ハイドスパイダー、蜘蛛か・・・思い付くのはアルケニー、アラクネ辺りか。アルネとか?ベビースライムはそうだな・・・スライムは雑食のイメージがあるが、何でも食べるならグーとかはどうだろう?)
「よし決めた!ナイトクロウはヤタ。アルミラージはイーラ。ハイドスパイダーはアルネ。ベビースライムはグー。
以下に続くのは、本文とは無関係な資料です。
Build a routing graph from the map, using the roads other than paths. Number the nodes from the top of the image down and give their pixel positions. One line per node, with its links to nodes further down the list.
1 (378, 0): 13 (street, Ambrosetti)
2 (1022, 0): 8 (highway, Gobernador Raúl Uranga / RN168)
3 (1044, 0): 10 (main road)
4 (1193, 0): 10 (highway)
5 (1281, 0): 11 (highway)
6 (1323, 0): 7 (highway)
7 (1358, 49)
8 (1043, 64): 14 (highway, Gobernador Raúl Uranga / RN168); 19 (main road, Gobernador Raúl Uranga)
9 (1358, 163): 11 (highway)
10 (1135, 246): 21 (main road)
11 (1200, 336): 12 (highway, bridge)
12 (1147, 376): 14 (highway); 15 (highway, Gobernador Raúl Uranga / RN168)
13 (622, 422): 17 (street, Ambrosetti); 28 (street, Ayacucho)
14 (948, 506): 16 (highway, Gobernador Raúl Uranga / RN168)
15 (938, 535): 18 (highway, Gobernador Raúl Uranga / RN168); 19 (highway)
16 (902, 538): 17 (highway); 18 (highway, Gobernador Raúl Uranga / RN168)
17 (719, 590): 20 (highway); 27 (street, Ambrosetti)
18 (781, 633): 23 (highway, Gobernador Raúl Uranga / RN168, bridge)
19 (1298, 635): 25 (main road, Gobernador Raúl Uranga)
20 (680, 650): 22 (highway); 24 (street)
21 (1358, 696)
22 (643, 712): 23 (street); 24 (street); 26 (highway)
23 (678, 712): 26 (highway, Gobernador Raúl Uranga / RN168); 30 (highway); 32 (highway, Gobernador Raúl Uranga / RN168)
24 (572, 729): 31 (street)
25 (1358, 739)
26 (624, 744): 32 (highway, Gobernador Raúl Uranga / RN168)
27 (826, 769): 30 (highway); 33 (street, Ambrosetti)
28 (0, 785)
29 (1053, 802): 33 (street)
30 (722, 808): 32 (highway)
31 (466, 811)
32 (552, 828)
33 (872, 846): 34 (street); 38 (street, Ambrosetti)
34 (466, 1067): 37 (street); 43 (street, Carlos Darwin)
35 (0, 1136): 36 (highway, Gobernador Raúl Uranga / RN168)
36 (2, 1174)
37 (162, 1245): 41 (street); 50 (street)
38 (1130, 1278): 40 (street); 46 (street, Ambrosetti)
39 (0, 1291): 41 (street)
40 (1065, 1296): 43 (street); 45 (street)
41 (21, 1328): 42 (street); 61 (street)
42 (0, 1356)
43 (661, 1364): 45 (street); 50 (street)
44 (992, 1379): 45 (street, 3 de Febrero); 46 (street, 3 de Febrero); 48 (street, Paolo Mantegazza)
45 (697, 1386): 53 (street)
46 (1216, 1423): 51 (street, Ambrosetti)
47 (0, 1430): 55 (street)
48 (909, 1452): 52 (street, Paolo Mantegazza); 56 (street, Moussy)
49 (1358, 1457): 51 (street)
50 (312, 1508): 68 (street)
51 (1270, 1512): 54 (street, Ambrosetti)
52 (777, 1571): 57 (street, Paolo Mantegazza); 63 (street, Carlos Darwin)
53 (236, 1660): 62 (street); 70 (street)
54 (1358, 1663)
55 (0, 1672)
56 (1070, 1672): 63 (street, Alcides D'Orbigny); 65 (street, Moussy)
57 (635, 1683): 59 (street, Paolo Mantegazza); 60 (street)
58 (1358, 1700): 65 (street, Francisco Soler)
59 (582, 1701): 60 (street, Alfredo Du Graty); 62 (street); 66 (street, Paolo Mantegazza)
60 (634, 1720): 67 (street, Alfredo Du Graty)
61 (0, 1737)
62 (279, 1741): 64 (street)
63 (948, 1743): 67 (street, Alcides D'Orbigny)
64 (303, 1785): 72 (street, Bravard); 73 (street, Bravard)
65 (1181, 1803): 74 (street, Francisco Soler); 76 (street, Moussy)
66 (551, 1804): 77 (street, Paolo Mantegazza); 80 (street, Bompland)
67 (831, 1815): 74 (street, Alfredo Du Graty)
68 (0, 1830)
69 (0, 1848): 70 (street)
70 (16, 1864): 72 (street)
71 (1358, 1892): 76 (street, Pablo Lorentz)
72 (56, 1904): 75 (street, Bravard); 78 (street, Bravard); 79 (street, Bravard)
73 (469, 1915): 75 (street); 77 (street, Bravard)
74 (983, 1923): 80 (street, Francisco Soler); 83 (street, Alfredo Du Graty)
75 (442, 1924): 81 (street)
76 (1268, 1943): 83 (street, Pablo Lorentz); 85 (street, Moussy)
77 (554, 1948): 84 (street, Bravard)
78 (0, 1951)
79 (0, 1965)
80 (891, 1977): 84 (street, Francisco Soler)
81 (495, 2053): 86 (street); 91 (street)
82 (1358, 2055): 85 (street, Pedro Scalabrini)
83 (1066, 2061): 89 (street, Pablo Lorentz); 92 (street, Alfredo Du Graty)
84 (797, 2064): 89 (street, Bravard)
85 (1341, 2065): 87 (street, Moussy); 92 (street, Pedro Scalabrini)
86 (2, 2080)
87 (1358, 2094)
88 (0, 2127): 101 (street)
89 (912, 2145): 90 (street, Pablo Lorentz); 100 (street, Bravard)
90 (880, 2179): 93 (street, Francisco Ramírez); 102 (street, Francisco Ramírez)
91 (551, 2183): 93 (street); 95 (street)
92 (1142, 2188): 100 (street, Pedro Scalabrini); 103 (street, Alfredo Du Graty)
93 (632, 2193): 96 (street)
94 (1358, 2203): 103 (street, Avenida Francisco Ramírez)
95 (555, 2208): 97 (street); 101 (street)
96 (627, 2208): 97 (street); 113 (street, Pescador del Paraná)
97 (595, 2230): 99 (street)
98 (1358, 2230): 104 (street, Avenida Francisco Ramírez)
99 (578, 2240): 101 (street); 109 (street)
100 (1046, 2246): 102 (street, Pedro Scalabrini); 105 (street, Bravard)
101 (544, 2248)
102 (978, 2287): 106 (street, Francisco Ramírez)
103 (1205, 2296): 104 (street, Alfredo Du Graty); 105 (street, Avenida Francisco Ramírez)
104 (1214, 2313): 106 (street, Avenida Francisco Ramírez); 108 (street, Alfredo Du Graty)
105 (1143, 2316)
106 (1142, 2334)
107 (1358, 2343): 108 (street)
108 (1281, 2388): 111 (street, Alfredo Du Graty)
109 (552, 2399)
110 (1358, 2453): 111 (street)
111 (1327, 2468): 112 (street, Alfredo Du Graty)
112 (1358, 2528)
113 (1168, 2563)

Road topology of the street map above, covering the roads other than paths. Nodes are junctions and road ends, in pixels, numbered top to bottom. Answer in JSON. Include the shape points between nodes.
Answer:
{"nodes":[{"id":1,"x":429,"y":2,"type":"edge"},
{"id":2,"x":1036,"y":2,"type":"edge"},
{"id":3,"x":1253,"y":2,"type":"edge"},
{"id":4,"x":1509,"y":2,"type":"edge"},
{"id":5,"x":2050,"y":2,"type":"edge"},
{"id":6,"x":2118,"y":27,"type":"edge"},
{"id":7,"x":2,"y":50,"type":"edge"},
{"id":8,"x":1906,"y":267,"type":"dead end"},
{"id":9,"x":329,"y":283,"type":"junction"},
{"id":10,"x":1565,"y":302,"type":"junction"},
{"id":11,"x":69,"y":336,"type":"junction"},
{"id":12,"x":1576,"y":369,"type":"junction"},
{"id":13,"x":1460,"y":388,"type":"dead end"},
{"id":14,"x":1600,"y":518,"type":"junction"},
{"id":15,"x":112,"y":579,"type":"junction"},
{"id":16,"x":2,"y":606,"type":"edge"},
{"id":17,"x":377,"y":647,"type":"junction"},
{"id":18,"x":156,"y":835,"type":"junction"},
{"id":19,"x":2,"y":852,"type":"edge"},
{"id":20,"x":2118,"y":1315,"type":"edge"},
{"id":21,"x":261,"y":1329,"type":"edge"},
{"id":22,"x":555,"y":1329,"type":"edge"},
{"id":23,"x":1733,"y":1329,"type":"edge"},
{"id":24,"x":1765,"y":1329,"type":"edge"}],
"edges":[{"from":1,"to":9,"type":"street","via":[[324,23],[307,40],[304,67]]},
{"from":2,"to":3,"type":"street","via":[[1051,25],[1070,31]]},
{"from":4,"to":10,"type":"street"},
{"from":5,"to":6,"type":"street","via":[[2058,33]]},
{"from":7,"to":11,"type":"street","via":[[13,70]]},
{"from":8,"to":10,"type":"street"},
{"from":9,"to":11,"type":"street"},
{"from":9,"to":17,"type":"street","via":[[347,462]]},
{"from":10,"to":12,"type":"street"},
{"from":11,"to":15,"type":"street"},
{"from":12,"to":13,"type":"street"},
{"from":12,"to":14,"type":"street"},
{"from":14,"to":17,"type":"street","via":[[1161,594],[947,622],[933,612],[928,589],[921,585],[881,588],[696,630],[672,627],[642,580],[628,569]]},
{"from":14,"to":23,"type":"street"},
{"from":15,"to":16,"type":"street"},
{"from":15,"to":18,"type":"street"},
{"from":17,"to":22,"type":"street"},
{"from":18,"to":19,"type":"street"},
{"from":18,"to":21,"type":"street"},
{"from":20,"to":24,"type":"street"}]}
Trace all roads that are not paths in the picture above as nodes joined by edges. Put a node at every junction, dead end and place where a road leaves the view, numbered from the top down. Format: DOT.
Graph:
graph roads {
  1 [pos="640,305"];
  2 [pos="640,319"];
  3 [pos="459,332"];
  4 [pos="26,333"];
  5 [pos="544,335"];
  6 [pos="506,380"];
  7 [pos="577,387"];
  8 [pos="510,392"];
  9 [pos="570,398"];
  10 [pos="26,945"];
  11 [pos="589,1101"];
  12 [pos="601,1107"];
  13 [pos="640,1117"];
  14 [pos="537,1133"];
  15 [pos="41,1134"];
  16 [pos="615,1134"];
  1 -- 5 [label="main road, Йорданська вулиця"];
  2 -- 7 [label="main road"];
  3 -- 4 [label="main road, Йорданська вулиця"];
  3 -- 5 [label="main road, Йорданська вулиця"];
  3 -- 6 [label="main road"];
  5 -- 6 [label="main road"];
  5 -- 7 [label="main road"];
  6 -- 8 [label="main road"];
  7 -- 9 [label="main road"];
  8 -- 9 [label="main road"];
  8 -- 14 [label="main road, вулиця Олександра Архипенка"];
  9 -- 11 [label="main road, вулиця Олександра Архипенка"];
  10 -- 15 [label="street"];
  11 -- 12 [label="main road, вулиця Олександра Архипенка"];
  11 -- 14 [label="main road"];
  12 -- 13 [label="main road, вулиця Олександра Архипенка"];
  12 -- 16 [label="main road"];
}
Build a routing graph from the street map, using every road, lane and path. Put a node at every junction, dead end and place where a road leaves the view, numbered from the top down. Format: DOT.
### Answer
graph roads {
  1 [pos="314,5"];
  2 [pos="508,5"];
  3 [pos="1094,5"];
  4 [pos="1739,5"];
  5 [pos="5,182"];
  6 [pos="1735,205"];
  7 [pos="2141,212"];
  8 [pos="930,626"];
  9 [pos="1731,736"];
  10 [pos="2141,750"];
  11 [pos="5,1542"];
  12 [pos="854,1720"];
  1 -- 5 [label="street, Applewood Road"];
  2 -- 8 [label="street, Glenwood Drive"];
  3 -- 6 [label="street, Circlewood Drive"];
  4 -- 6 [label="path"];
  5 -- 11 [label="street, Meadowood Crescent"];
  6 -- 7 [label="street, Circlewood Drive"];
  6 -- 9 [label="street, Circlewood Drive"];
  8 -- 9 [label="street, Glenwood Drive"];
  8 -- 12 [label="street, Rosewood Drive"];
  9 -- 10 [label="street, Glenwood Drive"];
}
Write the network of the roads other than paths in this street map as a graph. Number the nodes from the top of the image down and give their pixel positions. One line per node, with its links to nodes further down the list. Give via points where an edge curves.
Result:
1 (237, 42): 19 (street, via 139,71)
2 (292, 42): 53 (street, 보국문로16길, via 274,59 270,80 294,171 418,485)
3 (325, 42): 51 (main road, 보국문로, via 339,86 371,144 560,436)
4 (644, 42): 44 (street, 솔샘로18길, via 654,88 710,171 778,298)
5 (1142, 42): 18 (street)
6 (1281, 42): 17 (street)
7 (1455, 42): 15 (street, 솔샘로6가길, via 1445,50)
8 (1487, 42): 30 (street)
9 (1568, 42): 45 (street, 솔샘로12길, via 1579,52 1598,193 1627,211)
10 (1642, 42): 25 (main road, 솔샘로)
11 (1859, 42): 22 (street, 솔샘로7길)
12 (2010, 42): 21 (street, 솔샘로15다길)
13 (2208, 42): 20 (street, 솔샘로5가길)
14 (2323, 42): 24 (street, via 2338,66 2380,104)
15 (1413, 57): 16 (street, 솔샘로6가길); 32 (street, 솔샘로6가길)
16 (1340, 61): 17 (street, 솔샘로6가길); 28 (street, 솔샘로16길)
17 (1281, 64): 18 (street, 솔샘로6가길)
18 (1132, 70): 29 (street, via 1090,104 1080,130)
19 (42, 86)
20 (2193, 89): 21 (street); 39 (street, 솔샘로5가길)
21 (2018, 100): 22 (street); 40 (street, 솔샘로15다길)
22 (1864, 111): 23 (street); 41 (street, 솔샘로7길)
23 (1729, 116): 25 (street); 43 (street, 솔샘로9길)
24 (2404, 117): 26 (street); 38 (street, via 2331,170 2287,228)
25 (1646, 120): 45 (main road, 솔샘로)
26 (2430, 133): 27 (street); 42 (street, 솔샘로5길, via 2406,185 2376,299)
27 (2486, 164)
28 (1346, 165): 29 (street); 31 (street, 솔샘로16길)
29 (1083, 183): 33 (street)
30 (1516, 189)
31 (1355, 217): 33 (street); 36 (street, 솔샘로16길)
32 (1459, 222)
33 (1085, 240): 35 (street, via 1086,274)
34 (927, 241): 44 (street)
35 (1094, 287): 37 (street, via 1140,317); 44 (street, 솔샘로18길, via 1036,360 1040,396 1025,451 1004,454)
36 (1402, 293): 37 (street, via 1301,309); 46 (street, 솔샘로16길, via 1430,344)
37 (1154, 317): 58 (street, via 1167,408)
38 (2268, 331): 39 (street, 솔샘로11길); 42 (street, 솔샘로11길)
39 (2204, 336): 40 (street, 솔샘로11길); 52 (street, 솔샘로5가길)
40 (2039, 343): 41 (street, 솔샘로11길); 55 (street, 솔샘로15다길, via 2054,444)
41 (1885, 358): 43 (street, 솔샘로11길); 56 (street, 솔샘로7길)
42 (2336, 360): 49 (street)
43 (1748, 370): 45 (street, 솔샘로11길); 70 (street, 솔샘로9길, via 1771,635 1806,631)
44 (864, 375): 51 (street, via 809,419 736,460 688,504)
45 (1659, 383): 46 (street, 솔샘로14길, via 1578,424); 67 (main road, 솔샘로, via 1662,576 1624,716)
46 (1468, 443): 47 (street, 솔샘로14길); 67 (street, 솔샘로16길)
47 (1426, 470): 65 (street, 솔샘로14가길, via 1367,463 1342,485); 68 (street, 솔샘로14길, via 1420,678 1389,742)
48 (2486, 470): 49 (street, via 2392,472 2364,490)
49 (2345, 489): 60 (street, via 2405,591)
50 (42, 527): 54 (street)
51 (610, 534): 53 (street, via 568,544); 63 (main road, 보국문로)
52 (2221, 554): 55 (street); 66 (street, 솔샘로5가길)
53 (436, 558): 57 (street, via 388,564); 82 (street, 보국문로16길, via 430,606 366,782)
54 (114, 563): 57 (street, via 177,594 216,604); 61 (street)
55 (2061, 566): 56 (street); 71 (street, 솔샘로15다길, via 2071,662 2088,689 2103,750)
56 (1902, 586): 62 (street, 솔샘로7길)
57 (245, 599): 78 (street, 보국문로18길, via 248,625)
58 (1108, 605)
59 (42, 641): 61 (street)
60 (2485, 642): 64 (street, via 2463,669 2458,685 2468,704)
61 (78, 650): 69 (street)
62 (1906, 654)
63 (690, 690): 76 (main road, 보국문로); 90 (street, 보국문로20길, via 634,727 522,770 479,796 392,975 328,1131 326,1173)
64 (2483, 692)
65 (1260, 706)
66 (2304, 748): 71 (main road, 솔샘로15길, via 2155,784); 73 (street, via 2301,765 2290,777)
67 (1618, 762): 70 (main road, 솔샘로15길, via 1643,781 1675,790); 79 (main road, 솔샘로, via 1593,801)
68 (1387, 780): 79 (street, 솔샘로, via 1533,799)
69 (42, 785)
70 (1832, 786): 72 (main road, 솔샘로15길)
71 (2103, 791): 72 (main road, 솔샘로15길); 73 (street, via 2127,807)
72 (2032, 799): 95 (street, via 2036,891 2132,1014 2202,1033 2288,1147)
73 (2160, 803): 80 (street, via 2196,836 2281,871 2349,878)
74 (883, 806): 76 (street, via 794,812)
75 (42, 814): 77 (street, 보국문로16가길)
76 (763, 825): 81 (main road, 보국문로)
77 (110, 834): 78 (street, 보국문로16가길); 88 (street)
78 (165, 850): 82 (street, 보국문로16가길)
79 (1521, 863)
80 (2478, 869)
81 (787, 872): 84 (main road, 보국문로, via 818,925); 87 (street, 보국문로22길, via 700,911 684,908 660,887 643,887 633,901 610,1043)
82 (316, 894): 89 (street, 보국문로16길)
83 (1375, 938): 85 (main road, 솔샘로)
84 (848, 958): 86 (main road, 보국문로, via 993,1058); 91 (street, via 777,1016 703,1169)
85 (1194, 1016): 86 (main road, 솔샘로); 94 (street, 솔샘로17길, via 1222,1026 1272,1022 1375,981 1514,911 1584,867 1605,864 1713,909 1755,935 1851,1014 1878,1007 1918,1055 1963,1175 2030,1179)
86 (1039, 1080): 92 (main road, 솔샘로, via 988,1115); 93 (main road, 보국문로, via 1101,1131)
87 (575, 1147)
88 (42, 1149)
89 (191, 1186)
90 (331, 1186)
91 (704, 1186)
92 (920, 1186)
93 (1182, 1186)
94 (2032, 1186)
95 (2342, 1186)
どうだ?」
帝が名前を告げると4匹の魔獣はそれぞれが喜び?の反応を見せた。
「気に入ったのか?それなら良かった」
帝が名付けを終えるとカーバンクルのカリスとナインテールフォックスのオーロが仲間入りした4匹の魔獣、ヤタ、イーラ、アルネ、グーに近寄ると匂いを嗅ぎ始めた。
「匂いを覚えているのか?それとも挨拶しているのか?もしくは両方か?」
帝がカリスとオーロの行動を見ていると魔獣達は打ち解けたのかじゃれあい始めた。魔獣達が遊び始めるのを見た帝はアリアに色々な種類の食べ物を用意してもらう様に頼んだ。